I’m trying to use the NV_fence extension on my Geforce 256DDR (Asus V6800) using the 21.81 drivers.
Basically the rendering loop hangs if I do:
Issue drawing commands
// do other interesting stuff
And the loop runs fine if I do:
// no time left to do other interesting stuff
Why is that? I thought the TestFence can be used to query if the drawing by the GPU is finished.
Am I running into some bug or is a fence not supposed to be TestFenced frequently?
BTW, the wlgGetProcAddress stuff and all that operates fine, glGetError returns ‘GL_NO_ERROR’ after each and every openGL call so I am at a loss…
“Am I running into some bug or is a fence not supposed to be TestFenced frequently?”
fence tests are very expensive.
for every fence-test the gpu must be stopped/cpu must wait, until the gpu is able to respond.
that’s what i have read in some of nvidia’s opengl papers…(but can’t remember which one it was)
so be very carefull, when you are using fences.
A better way is to break up your buffer in smaller chunks, and use fances only to check which buffer can be used.(some kind of double/triple buffering)
Thanks for the advise, I will try to keep the number of TestFences as low as possible, but a few per frame shouldn’t hurt.
As for my original question, I’ve solved the TestFence problem: stupid me, I had placed the SetFence after <DUH!> the glFlush, so of course I can wait forever to see that fence finish…
Moved the SetFence before the glFlush and now the test-code runs like a charm, keeping the CPU available for almost 90% on any sort of frame (fillrate, geometry-wise etc.).
Right, this is one of those little tricks that can be non-obvious – since TestFence does not cause a flush, spinning on a fence can become an infinite loop!

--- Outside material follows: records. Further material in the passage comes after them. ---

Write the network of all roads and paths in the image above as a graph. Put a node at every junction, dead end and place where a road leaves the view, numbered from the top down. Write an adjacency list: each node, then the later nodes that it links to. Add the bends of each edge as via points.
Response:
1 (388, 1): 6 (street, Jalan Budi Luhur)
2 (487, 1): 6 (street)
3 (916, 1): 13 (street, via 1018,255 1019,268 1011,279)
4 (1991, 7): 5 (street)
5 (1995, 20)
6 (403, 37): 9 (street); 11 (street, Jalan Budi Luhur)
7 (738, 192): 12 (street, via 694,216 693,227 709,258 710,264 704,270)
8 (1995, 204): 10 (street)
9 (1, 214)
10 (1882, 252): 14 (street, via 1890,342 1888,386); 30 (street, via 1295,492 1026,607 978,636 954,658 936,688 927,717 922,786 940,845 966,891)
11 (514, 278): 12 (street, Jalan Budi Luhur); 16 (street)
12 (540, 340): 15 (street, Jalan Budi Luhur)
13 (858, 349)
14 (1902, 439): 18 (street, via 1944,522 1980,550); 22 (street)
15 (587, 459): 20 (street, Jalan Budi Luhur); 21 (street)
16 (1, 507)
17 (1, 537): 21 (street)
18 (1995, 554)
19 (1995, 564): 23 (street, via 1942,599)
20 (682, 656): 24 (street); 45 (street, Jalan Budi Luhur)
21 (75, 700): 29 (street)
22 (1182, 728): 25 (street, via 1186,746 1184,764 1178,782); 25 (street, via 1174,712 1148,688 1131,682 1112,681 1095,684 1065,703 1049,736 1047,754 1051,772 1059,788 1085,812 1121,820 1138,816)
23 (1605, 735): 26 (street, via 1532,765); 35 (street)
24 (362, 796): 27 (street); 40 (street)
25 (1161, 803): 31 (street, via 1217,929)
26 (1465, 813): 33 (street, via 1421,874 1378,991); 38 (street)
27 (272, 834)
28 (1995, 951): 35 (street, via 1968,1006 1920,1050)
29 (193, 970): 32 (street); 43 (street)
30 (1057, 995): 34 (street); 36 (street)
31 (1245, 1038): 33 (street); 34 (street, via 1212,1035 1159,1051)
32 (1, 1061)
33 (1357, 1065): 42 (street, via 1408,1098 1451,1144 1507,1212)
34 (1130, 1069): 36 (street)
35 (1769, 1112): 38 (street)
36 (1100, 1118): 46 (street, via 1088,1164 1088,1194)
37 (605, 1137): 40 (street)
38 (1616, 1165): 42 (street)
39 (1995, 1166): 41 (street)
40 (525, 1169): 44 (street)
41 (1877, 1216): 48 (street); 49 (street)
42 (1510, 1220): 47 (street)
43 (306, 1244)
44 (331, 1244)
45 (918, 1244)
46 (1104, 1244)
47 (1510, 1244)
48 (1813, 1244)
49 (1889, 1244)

You can either flush in advance or test once, then if the test fails, flush once and then do future tests without flushes in between.

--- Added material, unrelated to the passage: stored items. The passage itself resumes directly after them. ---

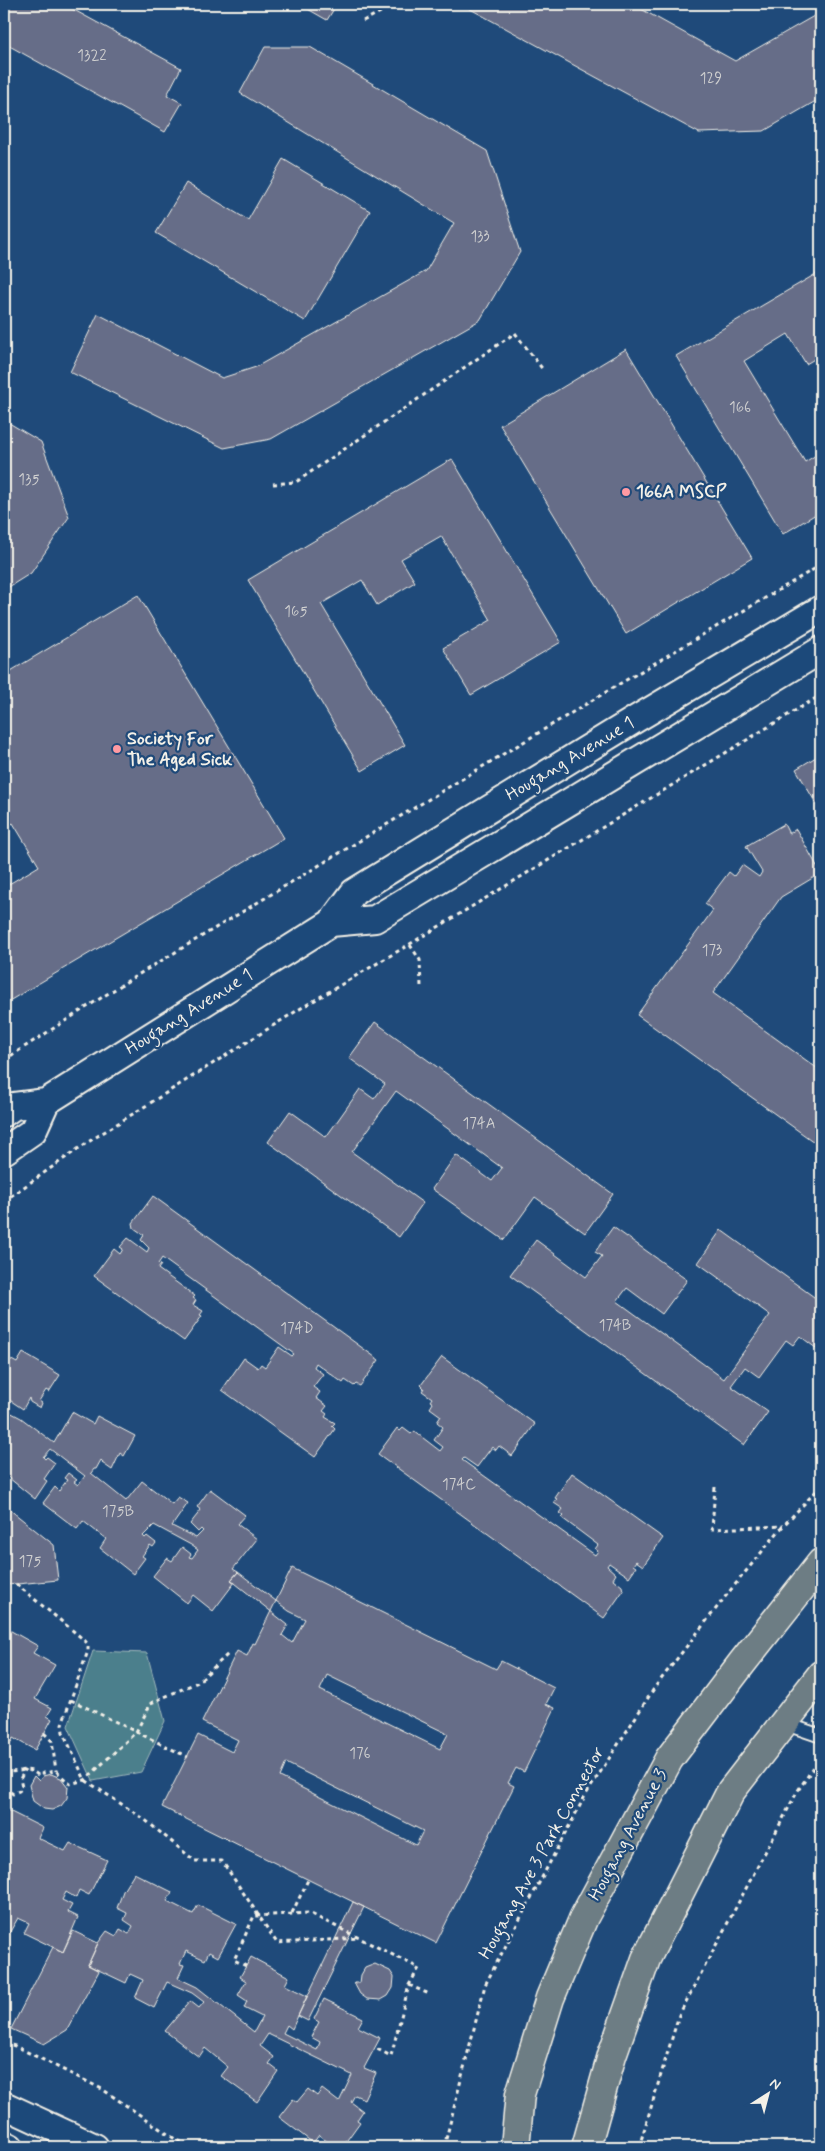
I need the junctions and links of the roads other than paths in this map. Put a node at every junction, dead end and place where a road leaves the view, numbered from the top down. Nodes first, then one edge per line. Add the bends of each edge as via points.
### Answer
1 (821, 609) edge
2 (821, 650) edge
3 (331, 923) junction
4 (46, 1102) junction
5 (4, 1113) edge
6 (4, 1151) edge
7 (821, 1563) edge
8 (821, 1675) edge
9 (784, 1723) junction
10 (821, 1736) edge
11 (4, 2105) edge
12 (4, 2144) edge
13 (10, 2147) edge
14 (95, 2147) edge
15 (515, 2147) edge
16 (586, 2147) edge

1 - 3 street, Hougang Avenue 1 via 354,892
2 - 3 street, Hougang Avenue 1 via 375,919
3 - 4 street, Hougang Avenue 1
4 - 5 street, Hougang Avenue 1 via 14,1106
4 - 6 street via 32,1131
7 - 15 highway, Hougang Avenue 3 via 669,1759 584,1917 550,1998 520,2094
8 - 9 highway
9 - 10 lane
9 - 16 highway via 731,1791 646,1958 612,2055
11 - 14 street
12 - 13 street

Don’t test too frequently. Tests suck up bus cycles. But I wouldn’t call a test “very” expensive. In any case, make sure to put some sort of intentional delay (on the order of perhaps a microsecond? maybe less, maybe more) between tests, so you don’t hog the AGP bus. Hogging the AGP bus takes away bus cycles from doing real work, so you’ll actually wait longer!
I’m just learning this at the moment as well so I thought I would include another question. Would it be possible to instead of looping and testing the fence, perform the extra processing and then finish the fence using glFinishFencesNV?
So, instead my structure thought would be:
// Issue rendering commands
glSetFenceNV( fence );
// Perform some extra processing
SwapBuffers( hDC );
This is my current understanding of how to do things, but I have found some very limiting descriptions of fencing so far. I should look at the glFlush operation. I thought that the CPU was supposed to wait for completion from the GPU.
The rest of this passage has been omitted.